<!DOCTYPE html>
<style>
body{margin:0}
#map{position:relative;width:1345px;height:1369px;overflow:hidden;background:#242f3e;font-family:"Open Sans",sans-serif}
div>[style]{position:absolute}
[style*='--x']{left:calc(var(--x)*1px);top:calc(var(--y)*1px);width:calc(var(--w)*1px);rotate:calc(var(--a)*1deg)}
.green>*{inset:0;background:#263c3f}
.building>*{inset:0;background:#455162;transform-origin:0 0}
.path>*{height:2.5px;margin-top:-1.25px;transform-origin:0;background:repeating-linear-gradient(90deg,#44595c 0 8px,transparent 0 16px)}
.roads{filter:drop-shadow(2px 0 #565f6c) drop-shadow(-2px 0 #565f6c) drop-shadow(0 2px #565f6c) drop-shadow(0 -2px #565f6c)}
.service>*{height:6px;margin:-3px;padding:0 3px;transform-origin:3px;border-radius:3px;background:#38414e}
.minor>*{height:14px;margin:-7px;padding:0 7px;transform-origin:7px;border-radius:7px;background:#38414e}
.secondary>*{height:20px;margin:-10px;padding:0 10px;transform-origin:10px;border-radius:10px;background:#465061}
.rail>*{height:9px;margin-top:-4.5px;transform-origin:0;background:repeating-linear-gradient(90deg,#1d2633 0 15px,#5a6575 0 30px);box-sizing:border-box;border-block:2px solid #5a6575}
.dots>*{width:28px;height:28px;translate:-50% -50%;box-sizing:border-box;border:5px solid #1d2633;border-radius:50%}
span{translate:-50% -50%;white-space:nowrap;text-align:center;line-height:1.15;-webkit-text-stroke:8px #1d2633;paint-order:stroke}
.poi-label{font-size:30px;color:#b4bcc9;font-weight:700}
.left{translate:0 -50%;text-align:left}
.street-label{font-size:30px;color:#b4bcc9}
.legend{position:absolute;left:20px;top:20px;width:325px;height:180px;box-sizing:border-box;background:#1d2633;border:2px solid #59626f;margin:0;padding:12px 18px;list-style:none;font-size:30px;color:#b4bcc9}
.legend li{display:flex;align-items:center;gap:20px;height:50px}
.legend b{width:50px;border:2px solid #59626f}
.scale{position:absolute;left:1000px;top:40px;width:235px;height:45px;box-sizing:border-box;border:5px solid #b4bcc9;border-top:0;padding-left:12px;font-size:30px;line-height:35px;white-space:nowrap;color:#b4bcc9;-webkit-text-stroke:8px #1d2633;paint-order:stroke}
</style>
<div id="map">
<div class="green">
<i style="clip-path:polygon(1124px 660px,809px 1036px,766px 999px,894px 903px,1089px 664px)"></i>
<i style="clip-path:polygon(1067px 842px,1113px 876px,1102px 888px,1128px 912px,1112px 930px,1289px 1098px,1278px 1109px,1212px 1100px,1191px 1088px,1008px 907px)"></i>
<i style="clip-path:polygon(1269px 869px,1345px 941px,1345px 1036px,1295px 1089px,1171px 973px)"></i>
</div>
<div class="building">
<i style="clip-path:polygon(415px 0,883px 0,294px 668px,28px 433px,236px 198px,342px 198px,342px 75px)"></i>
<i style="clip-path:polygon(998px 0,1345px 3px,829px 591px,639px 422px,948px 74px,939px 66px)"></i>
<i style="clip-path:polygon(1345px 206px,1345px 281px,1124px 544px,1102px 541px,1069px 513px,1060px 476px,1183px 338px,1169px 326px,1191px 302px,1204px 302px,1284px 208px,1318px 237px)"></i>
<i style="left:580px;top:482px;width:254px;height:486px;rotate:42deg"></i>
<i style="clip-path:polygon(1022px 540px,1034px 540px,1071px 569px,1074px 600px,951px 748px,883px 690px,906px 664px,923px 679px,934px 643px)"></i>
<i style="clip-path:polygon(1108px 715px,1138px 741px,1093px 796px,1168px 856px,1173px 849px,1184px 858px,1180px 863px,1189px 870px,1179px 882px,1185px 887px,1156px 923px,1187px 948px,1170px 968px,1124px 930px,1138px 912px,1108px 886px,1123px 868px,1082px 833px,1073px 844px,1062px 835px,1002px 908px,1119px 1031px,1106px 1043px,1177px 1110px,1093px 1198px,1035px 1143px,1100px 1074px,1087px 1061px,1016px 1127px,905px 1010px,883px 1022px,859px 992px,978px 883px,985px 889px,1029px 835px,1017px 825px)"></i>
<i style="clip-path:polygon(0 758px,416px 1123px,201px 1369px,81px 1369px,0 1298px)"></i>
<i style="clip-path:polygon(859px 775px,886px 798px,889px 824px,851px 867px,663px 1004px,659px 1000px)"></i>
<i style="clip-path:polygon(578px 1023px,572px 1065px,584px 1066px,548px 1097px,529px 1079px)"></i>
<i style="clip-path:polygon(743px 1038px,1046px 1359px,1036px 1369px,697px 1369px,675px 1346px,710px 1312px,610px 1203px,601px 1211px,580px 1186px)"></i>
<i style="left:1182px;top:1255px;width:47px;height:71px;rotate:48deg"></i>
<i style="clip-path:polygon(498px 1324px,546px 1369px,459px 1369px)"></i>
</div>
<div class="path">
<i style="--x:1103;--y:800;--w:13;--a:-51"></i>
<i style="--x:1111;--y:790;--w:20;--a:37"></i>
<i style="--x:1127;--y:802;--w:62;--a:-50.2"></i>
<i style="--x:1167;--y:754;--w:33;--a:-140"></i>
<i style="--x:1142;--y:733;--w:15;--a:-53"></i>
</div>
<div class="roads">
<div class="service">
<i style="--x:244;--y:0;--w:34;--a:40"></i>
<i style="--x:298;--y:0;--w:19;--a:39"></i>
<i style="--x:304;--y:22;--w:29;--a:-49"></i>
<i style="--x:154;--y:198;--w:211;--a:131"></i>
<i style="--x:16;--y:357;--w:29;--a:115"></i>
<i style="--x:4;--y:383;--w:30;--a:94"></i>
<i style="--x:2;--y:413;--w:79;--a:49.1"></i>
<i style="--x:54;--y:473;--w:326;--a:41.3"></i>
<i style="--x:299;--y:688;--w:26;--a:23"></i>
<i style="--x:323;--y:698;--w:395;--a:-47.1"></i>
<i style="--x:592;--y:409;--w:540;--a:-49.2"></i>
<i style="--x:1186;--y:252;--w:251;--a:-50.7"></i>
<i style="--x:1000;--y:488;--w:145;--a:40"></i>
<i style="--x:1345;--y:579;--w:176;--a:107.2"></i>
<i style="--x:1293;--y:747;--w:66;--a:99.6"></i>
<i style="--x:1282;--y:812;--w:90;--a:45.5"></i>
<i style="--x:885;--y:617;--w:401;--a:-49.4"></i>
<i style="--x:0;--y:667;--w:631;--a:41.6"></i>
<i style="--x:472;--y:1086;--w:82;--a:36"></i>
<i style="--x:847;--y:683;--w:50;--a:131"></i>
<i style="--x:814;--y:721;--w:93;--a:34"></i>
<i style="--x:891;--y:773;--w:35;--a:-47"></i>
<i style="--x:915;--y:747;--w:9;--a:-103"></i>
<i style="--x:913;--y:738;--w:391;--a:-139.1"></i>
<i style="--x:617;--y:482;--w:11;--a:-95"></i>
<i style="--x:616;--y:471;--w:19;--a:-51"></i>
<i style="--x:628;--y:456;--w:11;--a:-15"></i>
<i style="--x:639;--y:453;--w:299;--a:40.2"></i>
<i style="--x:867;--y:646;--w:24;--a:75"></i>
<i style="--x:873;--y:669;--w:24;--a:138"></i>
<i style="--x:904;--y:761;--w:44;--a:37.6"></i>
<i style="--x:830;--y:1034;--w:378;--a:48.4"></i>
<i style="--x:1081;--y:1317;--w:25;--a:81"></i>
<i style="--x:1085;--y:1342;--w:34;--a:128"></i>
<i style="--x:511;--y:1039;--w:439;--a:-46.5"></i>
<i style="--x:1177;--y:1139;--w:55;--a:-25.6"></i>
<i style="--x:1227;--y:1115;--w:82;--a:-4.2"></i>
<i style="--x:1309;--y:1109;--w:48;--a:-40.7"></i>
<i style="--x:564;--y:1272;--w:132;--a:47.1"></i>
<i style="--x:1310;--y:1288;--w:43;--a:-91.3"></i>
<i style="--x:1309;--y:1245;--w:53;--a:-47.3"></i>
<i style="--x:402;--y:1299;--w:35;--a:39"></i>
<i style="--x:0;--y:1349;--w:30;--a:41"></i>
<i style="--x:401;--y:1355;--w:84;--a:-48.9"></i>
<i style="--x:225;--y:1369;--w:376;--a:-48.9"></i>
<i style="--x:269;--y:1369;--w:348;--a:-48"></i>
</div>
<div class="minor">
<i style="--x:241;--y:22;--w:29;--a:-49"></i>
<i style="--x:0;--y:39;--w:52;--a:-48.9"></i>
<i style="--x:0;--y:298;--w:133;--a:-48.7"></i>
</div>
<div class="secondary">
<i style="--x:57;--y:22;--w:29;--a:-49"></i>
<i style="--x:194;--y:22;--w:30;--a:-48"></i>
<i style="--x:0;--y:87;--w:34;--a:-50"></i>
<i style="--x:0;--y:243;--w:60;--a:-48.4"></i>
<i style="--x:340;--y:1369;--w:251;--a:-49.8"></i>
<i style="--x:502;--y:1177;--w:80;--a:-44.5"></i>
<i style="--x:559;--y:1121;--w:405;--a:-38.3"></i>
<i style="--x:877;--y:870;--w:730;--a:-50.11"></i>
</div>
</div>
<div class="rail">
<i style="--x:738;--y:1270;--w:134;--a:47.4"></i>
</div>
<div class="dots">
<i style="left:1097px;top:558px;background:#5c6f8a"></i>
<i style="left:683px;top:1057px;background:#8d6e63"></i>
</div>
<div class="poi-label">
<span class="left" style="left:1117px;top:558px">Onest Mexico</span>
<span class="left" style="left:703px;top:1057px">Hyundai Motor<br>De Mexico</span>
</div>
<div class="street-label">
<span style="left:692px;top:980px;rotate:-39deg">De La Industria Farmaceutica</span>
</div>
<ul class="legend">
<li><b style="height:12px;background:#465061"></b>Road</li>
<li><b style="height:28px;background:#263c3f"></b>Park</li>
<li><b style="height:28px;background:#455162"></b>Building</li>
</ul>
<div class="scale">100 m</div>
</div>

+ + + +

What is required>
Look through the entries for the string "center". Every line that has it belongs in the answer.

Task output>
span{translate:-50% -50%;white-space:nowrap;text-align:center;line-height:1.15;-webkit-text-stroke:8px #1d2633;paint-order:stroke}
.legend li{display:flex;align-items:center;gap:20px;height:50px}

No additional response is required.